In May 2025, a dry-lab testing using a Dietz’ silicone abdominal wall model to explore the effective reach and range of motion (ROM) of instruments in various configurations was conducted. Both the standard metal cannula and SP small access port were evaluated in their expanded and collapsed states (Figure 2). Maximum straight and articulated reach were measured from the skin to the instrument tip (Table 1).

FIGURE 2

Medical procedure setup showing a robotic surgical instrument positioned over a mannequin with blue draping. Below, two images display a yellow measuring tape, showing measurements from ten to thirty centimeters alongside the instrument.

Ex vivo exploration performed using a Dietz’ silicone abdominal wall model to determine the ROM and reach of the instruments using the Da Vinci SP robotic system either with a metal cannula or with the SP small access port. (courtesy of Prof Ulrich Dietz from Olten, Switzerland).

TABLE 1

Parameter Overall instrument length Metal Cannula Access Port (Expanded) Access Port (Collapsed)
Maximum Reach (cm) with straight instrument 55 29 22 28
Maximum Reach (cm) with Articulated instrument 53 27 20 26

Ex vivo exploration performed using a Dietz’ silicone abdominal wall model to determine the ROM and reach of the instruments using the Da Vinci SP robotic system either with a metal cannula or with the SP small access port. (courtesy of Prof Ulrich Dietz from Olten, Switzerland).

Cadaveric Procedural Development

Initial Lab (January 2022)

A procedure development lab was conducted to assess the feasibility of a suprapubic single-port extended totally extraperitoneal (SP2 eTEP) approach for ventral extraperitoneal abdominall wall surgery. The cadaver was placed in dorsal decubitus with the table flexed 15° and a head-down tilt. A 2.7 cm horizontal incision was made 2 cm above the pubic bone to access the preperitoneal space via a “mini-Pfannenstiel” technique. Blunt dissection enabled creation of a preperitoneal working space to introduce the metal SP cannula or small access port (Figure 3). Initial exploration using the metal SP cannula allowed successful dissection of the retrorectus space. However, articulation of the instrument elbows was limited until space was developed cranially. Swapping to the SP small access port improved articulation and maneuverability, especially in the cranial third of the retrorectus dissection. Switching between “camera above” and “camera below” views demonstrated that “camera below” in Cobra mode was optimal for anterior wall procedures (Figure 4).

FIGURE 3

Three images showing stages of a medical procedure on a patient's abdomen. The top left image features a surgical tool positioned above marked incisions. The top right image shows the tool inserted, with clamps and markings visible.

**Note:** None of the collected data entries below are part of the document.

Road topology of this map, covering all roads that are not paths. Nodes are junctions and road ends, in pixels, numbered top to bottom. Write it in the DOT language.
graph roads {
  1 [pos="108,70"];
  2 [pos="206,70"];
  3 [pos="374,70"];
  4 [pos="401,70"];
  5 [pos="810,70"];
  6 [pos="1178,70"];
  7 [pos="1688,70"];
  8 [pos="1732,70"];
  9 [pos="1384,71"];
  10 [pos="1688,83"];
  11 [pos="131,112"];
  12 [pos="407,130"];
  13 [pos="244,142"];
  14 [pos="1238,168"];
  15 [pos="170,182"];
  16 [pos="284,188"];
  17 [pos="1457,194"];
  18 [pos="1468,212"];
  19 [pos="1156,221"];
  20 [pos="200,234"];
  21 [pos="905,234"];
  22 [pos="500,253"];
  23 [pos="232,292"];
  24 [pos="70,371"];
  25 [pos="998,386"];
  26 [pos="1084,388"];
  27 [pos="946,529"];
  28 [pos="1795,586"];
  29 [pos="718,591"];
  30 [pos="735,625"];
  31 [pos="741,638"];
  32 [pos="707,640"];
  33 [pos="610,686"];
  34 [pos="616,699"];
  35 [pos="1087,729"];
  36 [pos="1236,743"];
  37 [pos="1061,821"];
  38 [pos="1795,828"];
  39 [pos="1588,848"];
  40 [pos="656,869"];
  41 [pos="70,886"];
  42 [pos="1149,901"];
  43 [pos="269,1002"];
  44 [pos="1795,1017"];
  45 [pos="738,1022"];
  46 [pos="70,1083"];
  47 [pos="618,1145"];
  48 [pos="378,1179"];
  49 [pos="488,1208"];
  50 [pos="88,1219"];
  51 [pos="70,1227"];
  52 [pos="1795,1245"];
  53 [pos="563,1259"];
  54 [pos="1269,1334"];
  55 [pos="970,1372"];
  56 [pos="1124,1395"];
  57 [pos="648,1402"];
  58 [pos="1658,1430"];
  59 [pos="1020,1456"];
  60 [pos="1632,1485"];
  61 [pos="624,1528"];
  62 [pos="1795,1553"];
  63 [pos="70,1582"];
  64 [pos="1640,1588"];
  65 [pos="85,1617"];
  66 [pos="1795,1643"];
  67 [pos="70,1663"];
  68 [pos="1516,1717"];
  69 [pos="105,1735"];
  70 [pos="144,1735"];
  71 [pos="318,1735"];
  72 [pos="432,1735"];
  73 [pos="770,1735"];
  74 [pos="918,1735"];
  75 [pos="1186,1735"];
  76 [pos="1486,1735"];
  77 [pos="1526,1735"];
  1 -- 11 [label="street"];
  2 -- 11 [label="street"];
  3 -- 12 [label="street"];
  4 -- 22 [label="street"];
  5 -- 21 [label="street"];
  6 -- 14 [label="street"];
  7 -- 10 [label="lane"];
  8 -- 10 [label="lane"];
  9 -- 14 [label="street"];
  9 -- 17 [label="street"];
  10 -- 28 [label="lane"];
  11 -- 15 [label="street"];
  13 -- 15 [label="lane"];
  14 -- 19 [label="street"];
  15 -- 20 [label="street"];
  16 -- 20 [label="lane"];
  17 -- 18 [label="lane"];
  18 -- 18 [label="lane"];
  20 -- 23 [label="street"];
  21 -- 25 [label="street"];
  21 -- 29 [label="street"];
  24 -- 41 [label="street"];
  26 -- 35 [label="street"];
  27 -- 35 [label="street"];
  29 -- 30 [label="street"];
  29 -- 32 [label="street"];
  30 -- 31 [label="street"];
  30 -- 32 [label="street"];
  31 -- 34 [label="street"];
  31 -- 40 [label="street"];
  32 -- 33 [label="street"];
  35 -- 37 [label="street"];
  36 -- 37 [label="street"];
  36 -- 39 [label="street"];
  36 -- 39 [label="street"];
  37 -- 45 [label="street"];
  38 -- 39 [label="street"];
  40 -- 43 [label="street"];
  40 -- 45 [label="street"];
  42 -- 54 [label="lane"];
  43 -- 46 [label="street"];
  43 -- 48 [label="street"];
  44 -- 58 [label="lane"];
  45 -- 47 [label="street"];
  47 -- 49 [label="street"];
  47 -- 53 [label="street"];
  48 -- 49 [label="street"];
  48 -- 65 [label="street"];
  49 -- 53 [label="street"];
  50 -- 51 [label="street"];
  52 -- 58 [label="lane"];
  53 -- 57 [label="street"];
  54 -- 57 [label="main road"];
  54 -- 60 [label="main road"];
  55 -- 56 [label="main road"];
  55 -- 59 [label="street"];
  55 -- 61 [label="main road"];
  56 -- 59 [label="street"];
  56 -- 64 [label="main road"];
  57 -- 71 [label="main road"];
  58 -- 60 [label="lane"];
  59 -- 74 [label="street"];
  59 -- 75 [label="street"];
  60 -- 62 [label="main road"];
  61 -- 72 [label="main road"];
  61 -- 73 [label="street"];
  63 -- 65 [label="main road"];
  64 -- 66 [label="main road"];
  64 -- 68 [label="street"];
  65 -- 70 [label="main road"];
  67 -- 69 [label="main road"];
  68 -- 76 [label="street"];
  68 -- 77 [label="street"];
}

The bottom image displays a robotic arm in use, covered with sterile plastic, assisting in the procedure.

Cadaveric development lab using the metal SP cannula in a suprapubic position for an extraperitoneal retrorectus dissection (SP2 eTEP).

FIGURE 4

A medical procedure involving a robotic surgical system is underway. The patient is covered with a blue drape, and surgical instruments are on the side. Robotic arms with instruments are positioned over the patient, indicating a minimally invasive technique in a sterile operating room environment.

Cadaveric development lab using the SP small access port in a suprapubic position with a camera below position for an extraperitoneal retrorectus dissection (SP2 eTEP).

To increase reach near the xiphoid during midline diastastis closure and TAR near the diafragm, the balloon of the SP access port was collapsed, yielding improved access without trocar displacement (Figure 5). Suturing of the posterior rectus sheath and TAR near the diaphragm were feasible (Figure 6). Mesh insertion was easily performed via the SP assist port.

FIGURE 5

A medical procedure involving a robotic device is shown. The left image displays a close-up of a dome-like apparatus with adjustable settings, operated by a gloved hand. The right image shows a patient lying down with blue surgical markings, and a transparent tube connected to the device. The setting appears to be a clinical or surgical environment.

Cadaveric development lab using the SP small access port in a suprapubic position for extraperitoneal retrorectus dissection (SP2 eTEP). The access port is collapsed for maximal ROM and instrument reach cranially.

FIGURE 6

Laparoscopic images showing surgical views labeled A and B. Image A depicts laparoscopic instruments manipulating tissue with visible stitches. Image B shows an internal view of tissue with highlighted layers and connective tissue.

Laparoscopic view with a regular laparoscope through an extra observation trocar during a cadaveric development lab using the SP small access port in a suprapubic position for extraperitoneal retrorectus dissection (SP2 eTEP). Suturing posterior fascia (A) and view of TAR dissection achieved with dissection behind the diaphragm above the watershed fat (B).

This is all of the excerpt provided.